TASK GOAL ▸ All lines with the word "Sheldon" are to be found and copied from the listing.

/---

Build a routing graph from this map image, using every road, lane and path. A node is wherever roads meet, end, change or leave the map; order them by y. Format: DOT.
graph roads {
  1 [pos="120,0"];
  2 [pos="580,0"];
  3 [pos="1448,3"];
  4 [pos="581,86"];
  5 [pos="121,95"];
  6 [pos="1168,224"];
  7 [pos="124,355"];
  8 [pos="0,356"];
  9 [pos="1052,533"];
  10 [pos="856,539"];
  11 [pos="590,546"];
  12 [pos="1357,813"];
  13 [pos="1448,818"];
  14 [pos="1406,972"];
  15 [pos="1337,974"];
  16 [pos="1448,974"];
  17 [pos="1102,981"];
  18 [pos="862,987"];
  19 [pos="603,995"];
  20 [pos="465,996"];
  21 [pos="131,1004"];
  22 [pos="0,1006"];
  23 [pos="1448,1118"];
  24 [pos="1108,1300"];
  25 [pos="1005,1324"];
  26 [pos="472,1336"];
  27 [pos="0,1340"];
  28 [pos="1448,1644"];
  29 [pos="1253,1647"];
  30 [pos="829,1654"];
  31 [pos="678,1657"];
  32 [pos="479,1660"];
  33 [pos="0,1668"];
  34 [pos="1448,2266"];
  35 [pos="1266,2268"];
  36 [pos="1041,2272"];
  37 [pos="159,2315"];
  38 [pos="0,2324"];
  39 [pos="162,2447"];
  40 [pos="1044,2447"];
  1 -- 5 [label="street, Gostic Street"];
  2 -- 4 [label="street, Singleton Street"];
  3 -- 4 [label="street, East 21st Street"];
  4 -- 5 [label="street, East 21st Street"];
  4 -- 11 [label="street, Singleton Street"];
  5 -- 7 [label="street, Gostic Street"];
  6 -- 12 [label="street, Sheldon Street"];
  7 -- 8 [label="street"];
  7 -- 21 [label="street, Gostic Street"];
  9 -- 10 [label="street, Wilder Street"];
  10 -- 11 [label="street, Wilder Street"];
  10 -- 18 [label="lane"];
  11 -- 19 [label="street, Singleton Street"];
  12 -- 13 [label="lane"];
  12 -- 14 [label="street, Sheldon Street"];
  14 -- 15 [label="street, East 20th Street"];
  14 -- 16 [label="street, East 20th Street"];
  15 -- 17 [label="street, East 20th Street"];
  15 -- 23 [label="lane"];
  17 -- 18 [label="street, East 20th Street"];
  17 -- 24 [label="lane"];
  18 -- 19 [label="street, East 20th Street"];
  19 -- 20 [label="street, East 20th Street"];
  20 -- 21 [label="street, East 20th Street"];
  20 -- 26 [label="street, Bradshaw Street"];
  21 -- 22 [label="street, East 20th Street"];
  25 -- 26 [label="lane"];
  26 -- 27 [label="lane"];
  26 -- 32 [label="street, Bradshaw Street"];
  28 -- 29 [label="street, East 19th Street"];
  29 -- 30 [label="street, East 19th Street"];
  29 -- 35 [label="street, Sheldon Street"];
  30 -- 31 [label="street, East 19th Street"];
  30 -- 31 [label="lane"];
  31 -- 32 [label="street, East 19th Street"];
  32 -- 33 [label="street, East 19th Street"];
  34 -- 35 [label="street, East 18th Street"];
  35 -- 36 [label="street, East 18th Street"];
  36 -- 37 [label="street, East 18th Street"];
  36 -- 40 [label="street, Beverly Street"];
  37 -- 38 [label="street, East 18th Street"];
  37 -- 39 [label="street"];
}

\---

EXERCISE OUTPUT ▸
  6 -- 12 [label="street, Sheldon Street"];
  12 -- 14 [label="street, Sheldon Street"];
  29 -- 35 [label="street, Sheldon Street"];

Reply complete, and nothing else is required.